Within our cohort, 273 patients who underwent surgery in the study period were reviewed with 122 meeting inclusion criteria. 64 patients from April 2019 were included and 58 patients from April 2020 were included.
In 2019, the average number of minutes for case delay was 13.5, compared to 40.9 in 2020 (p < 0.001). OR to induction time in 2019 was 6 min compared to 23 in 2020 (p = 0.025). OR to intubation time in 2019 was 10 min compared to 28 in 2020 (p = 0.031). Lastly, the time between the end of the procedure and extubation in 2019 was 4 min compared to 5 in 2020 (p = 0.062; Fig. 1 ).
Fig. 1.
Perioperative time differences between April 2019 and 2020. Time values are represented in minutes. Standard deviation is represented by error bars. Associated p-values are listed above associated variables.
The usage of video laryngoscopy is also shown (Fig. 2 ) as being used in 8% of cases in our cohort in 2019 versus 26% of cases in 2020 (p = 0.03). The average lowest oxygen saturations recorded for the cases within the cohort were 92.7% in 2019 compared to 94.5% in 2020 (p = 0.03).
Fig. 2.
Usage of Video laryngoscopy (C-MAC or Glidescope) differences between April 2019 and 2020. Incidence of usage amongst the cohorts is illustrated. Associated p-value is listed above variables.
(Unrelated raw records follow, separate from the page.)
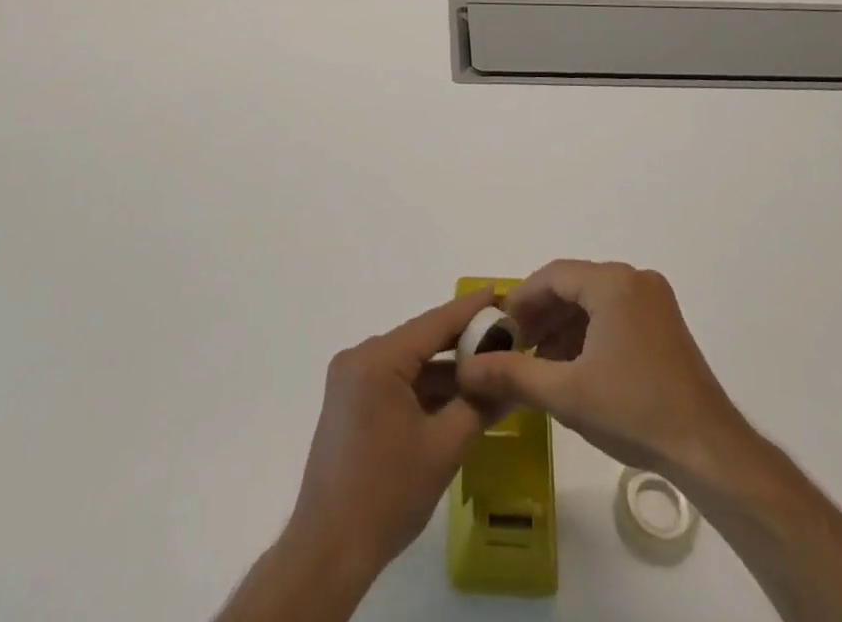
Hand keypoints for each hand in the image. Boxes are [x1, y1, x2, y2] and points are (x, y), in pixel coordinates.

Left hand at [283, 288, 499, 586]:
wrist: (329, 550)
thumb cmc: (388, 494)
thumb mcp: (444, 447)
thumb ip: (479, 405)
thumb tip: (512, 380)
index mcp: (377, 360)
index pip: (434, 323)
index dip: (470, 309)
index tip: (500, 292)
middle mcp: (359, 358)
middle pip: (420, 340)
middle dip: (461, 341)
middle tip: (503, 335)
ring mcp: (350, 380)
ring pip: (408, 362)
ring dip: (444, 368)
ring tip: (488, 367)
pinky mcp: (349, 402)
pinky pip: (394, 380)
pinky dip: (423, 386)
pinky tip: (455, 395)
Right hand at [457, 260, 747, 484]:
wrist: (709, 450)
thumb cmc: (634, 411)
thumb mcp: (566, 394)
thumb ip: (513, 375)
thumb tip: (467, 368)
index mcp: (613, 283)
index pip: (553, 276)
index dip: (521, 300)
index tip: (499, 330)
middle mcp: (634, 280)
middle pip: (574, 285)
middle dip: (541, 315)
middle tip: (515, 348)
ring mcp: (654, 300)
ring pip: (594, 301)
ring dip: (564, 326)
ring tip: (539, 363)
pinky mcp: (664, 324)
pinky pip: (615, 314)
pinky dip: (589, 333)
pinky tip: (575, 367)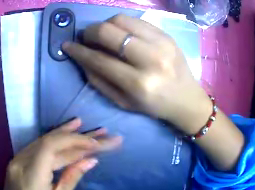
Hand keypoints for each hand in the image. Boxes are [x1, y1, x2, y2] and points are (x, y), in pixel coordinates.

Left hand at [0, 118, 121, 189]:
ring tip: (93, 128)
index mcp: (31, 180)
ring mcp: (18, 158)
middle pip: (52, 142)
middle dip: (80, 137)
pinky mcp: (20, 156)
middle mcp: (21, 164)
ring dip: (71, 133)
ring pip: (47, 139)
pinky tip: (71, 128)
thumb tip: (91, 160)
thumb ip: (71, 179)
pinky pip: (42, 144)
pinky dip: (59, 137)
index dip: (74, 141)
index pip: (50, 149)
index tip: (96, 144)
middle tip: (104, 133)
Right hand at [62, 14, 210, 134]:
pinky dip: (122, 24)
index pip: (99, 59)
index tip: (67, 45)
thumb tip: (81, 58)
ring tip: (105, 35)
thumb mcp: (123, 102)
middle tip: (87, 38)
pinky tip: (122, 33)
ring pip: (121, 19)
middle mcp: (151, 59)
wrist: (187, 99)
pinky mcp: (167, 35)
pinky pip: (136, 20)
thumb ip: (99, 80)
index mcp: (139, 84)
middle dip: (90, 32)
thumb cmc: (154, 105)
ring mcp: (161, 43)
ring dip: (106, 25)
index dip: (79, 51)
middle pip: (109, 32)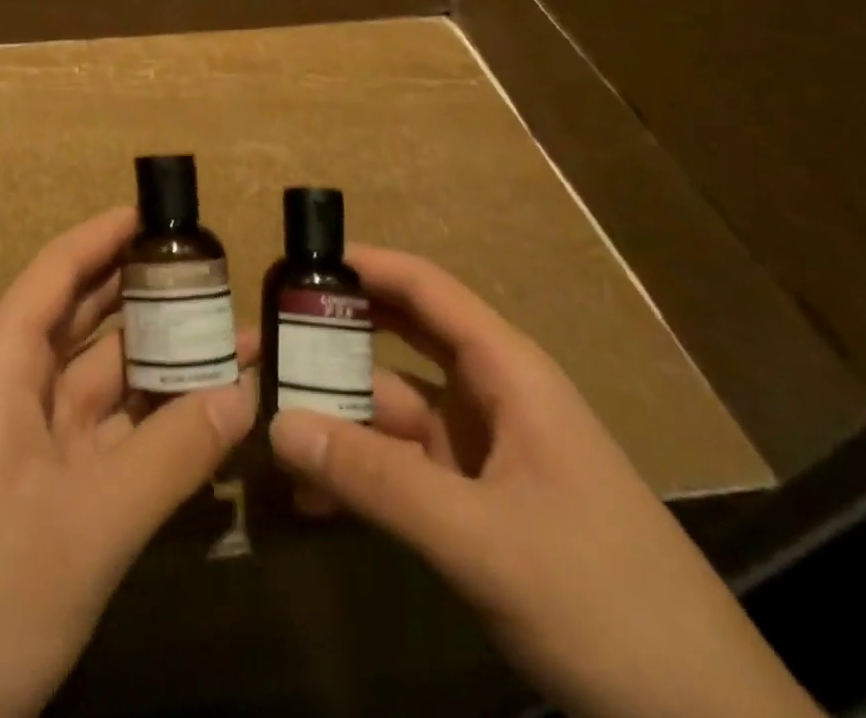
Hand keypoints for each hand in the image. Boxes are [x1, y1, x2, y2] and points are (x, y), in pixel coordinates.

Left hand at [0, 207, 256, 717]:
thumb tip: (244, 393)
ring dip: (165, 360)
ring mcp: (37, 443)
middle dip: (148, 293)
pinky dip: (158, 421)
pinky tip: (210, 415)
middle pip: (88, 318)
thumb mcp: (84, 525)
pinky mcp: (55, 491)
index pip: (57, 272)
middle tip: (218, 274)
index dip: (105, 235)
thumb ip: (168, 456)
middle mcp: (20, 389)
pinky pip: (115, 435)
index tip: (162, 213)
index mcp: (4, 366)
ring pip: (108, 380)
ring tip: (235, 337)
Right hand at [269, 247, 820, 717]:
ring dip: (335, 418)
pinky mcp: (475, 504)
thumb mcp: (482, 540)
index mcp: (507, 373)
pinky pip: (401, 468)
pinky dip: (357, 474)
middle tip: (259, 339)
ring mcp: (482, 454)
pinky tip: (308, 498)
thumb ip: (375, 481)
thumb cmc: (607, 603)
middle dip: (331, 338)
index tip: (291, 261)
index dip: (361, 264)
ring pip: (391, 411)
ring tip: (266, 425)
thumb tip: (276, 425)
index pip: (424, 288)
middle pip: (397, 342)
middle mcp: (489, 398)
An explanation to describe the significant changes in case delay times may surround protective measures introduced during this time, leading to extended length of cases on average in order to minimize potential exposure of providers to COVID-19. Examples of additional precautions include setting up barriers between the anesthesia team and the rest of the operating room prior to inducing anesthesia and intubating, putting on additional protective gear, and adding protective coverings to the C-MACs used for intubation.
The amount of time between patients being brought into the operating room and successful induction and intubation were increased significantly. Given the increased usage of C-MAC in 2020, it is reasonable to surmise that the availability of C-MAC equipment and additional set up time may have contributed to this finding.
One variable that was increased in a positive manner in the 2020 group was the maintenance of higher average oxygen saturations. Although the mechanism behind this is unclear, we postulate that perhaps the more frequent use of CMAC for intubation led to increased maintenance of oxygen saturations. Another possibility which was not examined during this analysis is the attempt made to minimize number of providers in cases in the 2020 time period, particularly when COVID status was still pending and/or highly probably for a positive result. Limiting the number of handoffs and changes of staff during a procedure could contribute to better knowledge of patient history and limit changes in anesthetic management.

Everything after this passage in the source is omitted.